If you want to have a baby, you need to change your diet now. Discover below which foods are high in iron and folic acid, essential for a healthy pregnancy.
As well as getting the timing right by knowing when you ovulate there are other things you can do to help maximise your chances of falling pregnant.
Want to know more about the foods you should be including in your diet while you’re trying to get pregnant? Good news is that focusing on a well balanced diet is the best way to ensure your baby will get everything they need. There are some nutrients that are particularly important for preconception and pregnancy like folic acid, iodine and iron and we've got more details below as well as more info for your 'baby ready' diet.
Folic acid is particularly important at the very beginning of your pregnancy and while you are trying to get pregnant. Folic acid plays a critical role in the development of the nervous system very early in the baby's development. The folic acid requirements for pregnant woman is 600mg per day, this is 50% greater than the general population.

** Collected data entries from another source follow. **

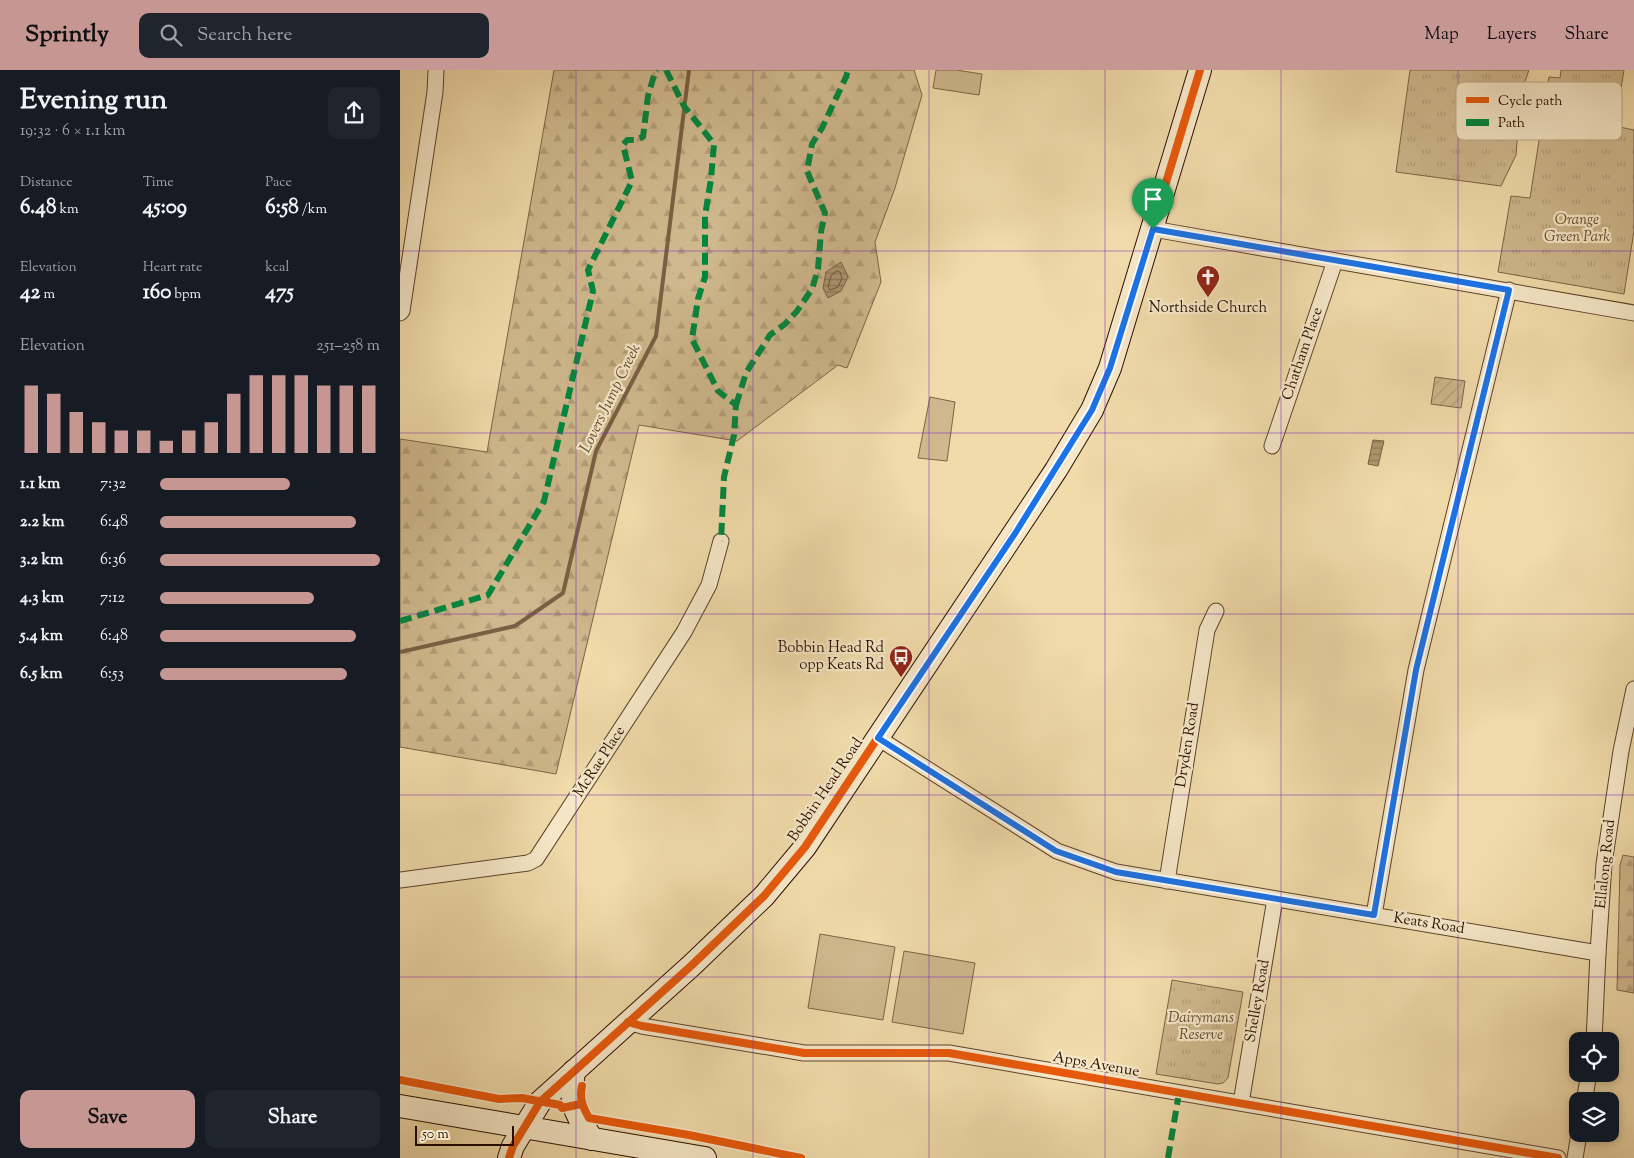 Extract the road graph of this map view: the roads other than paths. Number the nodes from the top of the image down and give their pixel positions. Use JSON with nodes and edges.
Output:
{"nodes":[{"id":1,"x":436,"y":70,"type":"edge"},
{"id":2,"x":1200,"y":70,"type":"edge"},
{"id":3,"x":1153,"y":229,"type":"junction"},
{"id":4,"x":1335,"y":261,"type":"junction"},
{"id":5,"x":1509,"y":290,"type":"junction"},
{"id":6,"x":400,"y":313,"type":"edge"},
{"id":7,"x":1634,"y":313,"type":"edge"},
{"id":8,"x":1272,"y":446,"type":"dead end"},
{"id":9,"x":721,"y":541,"type":"dead end"},
{"id":10,"x":1216,"y":611,"type":"dead end"},
{"id":11,"x":1634,"y":689,"type":"edge"},
{"id":12,"x":878,"y":738,"type":"junction"},
{"id":13,"x":400,"y":880,"type":"edge"},
{"id":14,"x":1167,"y":881,"type":"junction"},
{"id":15,"x":1275,"y":899,"type":"junction"},
{"id":16,"x":1374,"y":915,"type":"junction"},
{"id":17,"x":1598,"y":953,"type":"junction"},
{"id":18,"x":628,"y":1022,"type":"junction"},
{"id":19,"x":1594,"y":1032,"type":"edge"},
{"id":20,"x":574,"y":1071,"type":"junction"},
{"id":21,"x":1241,"y":1103,"type":"junction"},
{"id":22,"x":400,"y":1106,"type":"edge"},
{"id":23,"x":524,"y":1127,"type":"junction"},
{"id":24,"x":592,"y":1139,"type":"junction"},
{"id":25,"x":1578,"y":1142,"type":"edge"},
{"id":26,"x":509,"y":1158,"type":"edge"},
{"id":27,"x":705,"y":1158,"type":"edge"},
{"id":28,"x":1558,"y":1158,"type":"edge"},
{"id":29,"x":1575,"y":1158,"type":"edge"}],
"edges":[{"from":1,"to":6,"type":"street"},
{"from":2,"to":3,"type":"main road","name":"Bobbin Head Road"},
{"from":3,"to":4,"type":"street"},
{"from":3,"to":12,"type":"main road","name":"Bobbin Head Road"},
{"from":4,"to":5,"type":"street"},
{"from":4,"to":8,"type":"street","name":"Chatham Place"},
{"from":5,"to":7,"type":"street"},
{"from":5,"to":16,"type":"street"},
{"from":9,"to":13,"type":"street","name":"McRae Place"},
{"from":10,"to":14,"type":"street","name":"Dryden Road"},
{"from":11,"to":17,"type":"street","name":"Ellalong Road"},
{"from":12,"to":14,"type":"street","name":"Keats Road"},
{"from":12,"to":18,"type":"main road","name":"Bobbin Head Road"},
{"from":14,"to":15,"type":"street","name":"Keats Road"},
{"from":15,"to":16,"type":"street","name":"Keats Road"},
{"from":15,"to":21,"type":"street","name":"Shelley Road"},
{"from":16,"to":17,"type":"street","name":"Keats Road"},
{"from":17,"to":19,"type":"street","name":"Ellalong Road"},
{"from":18,"to":20,"type":"main road","name":"Bobbin Head Road"},
{"from":18,"to":21,"type":"street","name":"Apps Avenue"},
{"from":20,"to":23,"type":"main road","name":"Bobbin Head Road"},
{"from":20,"to":24,"type":"main road"},
{"from":21,"to":28,"type":"street","name":"Apps Avenue"},
{"from":22,"to":23,"type":"main road"},
{"from":23,"to":24,"type":"main road"},
{"from":23,"to":26,"type":"main road","name":"Bobbin Head Road"},
{"from":24,"to":27,"type":"main road"},
{"from":25,"to":29,"type":"street"}]} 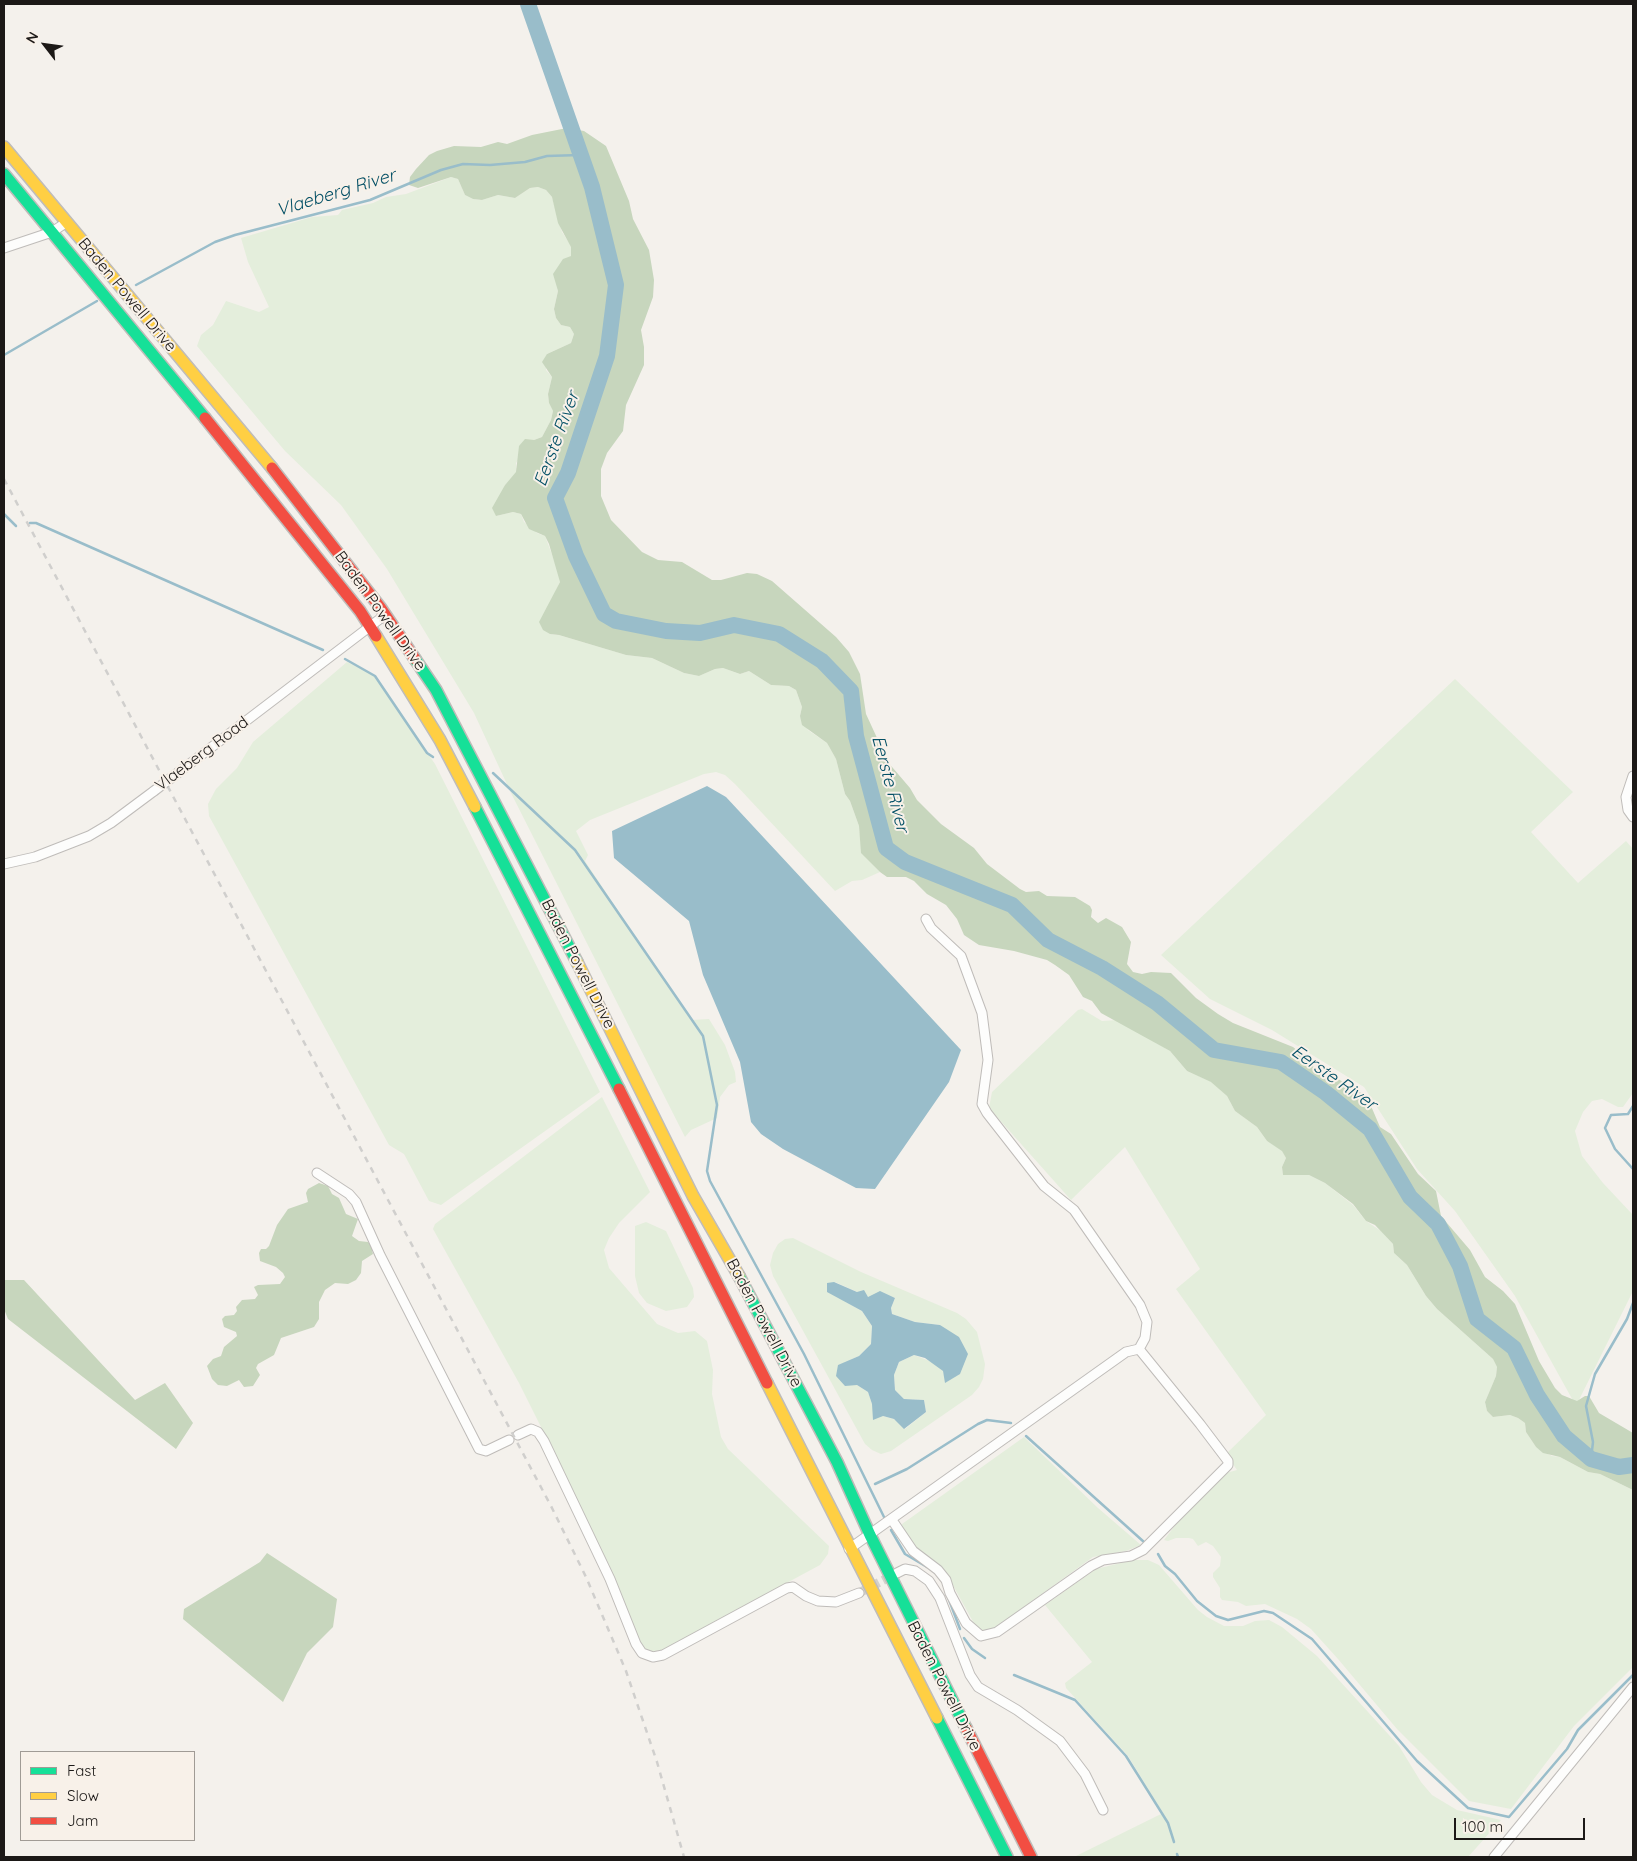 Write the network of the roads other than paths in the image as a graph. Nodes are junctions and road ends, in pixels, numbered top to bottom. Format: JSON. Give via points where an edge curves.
{"nodes":[{"id":1,"x":4,"y":148,"type":"edge"},
{"id":2,"x":4,"y":174,"type":"edge"},
{"id":3,"x":66,"y":222,"type":"junction"},
{"id":4,"x":52,"y":232,"type":"junction"},
{"id":5,"x":4,"y":248,"type":"edge"},
{"id":6,"x":385,"y":614,"type":"junction"},
{"id":7,"x":370,"y":626,"type":"junction"},
{"id":8,"x":1633,"y":776,"type":"edge"},
{"id":9,"x":1633,"y":817,"type":"edge"},
{"id":10,"x":4,"y":864,"type":"edge"},
{"id":11,"x":926,"y":919,"type":"dead end"},
{"id":12,"x":317,"y":1173,"type":"dead end"},
{"id":13,"x":1139,"y":1349,"type":"junction"},
{"id":14,"x":518,"y":1435,"type":"dead end"},
{"id":15,"x":509,"y":1440,"type":"dead end"},
{"id":16,"x":892,"y":1520,"type":"junction"},
{"id":17,"x":870,"y":1535,"type":"junction"},
{"id":18,"x":849,"y":1548,"type":"junction"},
{"id":19,"x":897,"y":1573,"type":"tunnel mouth"},
{"id":20,"x":859,"y":1593,"type":"tunnel mouth"},
{"id":21,"x":953,"y":1631,"type":"junction"},
{"id":22,"x":974,"y":1632,"type":"junction"},
{"id":23,"x":1633,"y":1687,"type":"edge"},
{"id":24,"x":1103,"y":1810,"type":"dead end"},
{"id":25,"x":1007,"y":1857,"type":"edge"},
{"id":26,"x":1031,"y":1857,"type":"edge"},
{"id":27,"x":1494,"y":1857,"type":"edge"}],
"edges":[{"from":1,"to":3,"type":"main road","name":"Baden Powell Drive"},
{"from":2,"to":4,"type":"main road","name":"Baden Powell Drive"},
{"from":3,"to":4,"type":"street"},
{"from":3,"to":6,"type":"main road","name":"Baden Powell Drive","via":[[277,474]]},
{"from":4,"to":5,"type":"street"},
{"from":4,"to":7,"type":"main road","name":"Baden Powell Drive","via":[[233,451]]},
{"from":6,"to":7,"type":"street","name":"Vlaeberg Road"},
{"from":6,"to":17,"type":"main road","name":"Baden Powell Drive","via":[[458,727],[694,1196],[837,1462]]},
{"from":7,"to":10,"type":"street","name":"Vlaeberg Road","bridge":true,"via":[[111,823],[35,857]]},
{"from":7,"to":18,"type":"main road","name":"Baden Powell Drive","via":[[440,740]]},
{"from":8,"to":9,"type":"street","via":[[1626,797]]},
{"from":11,"to":13,"type":"street","via":[[931,928],[961,956],[982,1013],[988,1060],[982,1104],[1044,1186],[1074,1210],[1140,1305],[1147,1322],[1145,1338]]},
{"from":12,"to":15,"type":"street","via":[[350,1194],[356,1202],[479,1449],[486,1451]]},
{"from":13,"to":16,"type":"street","via":[[1126,1352]]},
{"from":13,"to":22,"type":"street","via":[[1228,1461],[1227,1469],[1144,1550],[1091,1566],[997,1632],[981,1636]]},
{"from":14,"to":20,"type":"street","via":[[530,1429],[538,1432],[544,1441],[610,1579],[636,1644],[653,1658],[787,1588],[793,1587],[818,1601],[836,1602]]},
{"from":16,"to":17,"type":"street"},
{"from":16,"to":22,"type":"street","via":[[913,1551],[942,1575],[966,1623]]},
{"from":17,"to":18,"type":"street"},
{"from":17,"to":26,"type":"main road","name":"Baden Powell Drive"},
{"from":18,"to":25,"type":"main road","name":"Baden Powell Drive"},
{"from":19,"to":21,"type":"street","via":[[905,1569],[915,1571],[929,1581],[940,1598]]},
{"from":21,"to":22,"type":"street"},
{"from":21,"to":24,"type":"street","via":[[978,1687],[1060,1741],[1085,1774]]},
{"from":23,"to":27,"type":"street"}]}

These days, a folic acid supplement is recommended once you start trying to conceive (ideally for a period of four weeks before conception) as well as during the first trimester of your pregnancy.
If you did not take a folic acid supplement before or at the start of your pregnancy, don't worry about it. Remember that a varied and balanced diet will ensure your intake of folic acid.
The following foods are rich in folic acid:
Vegetables, especially green leafy vegetables (spinach, cabbage, leek, lettuce, green beans and peas)
legumes (lentils, chickpeas, maize, etc.)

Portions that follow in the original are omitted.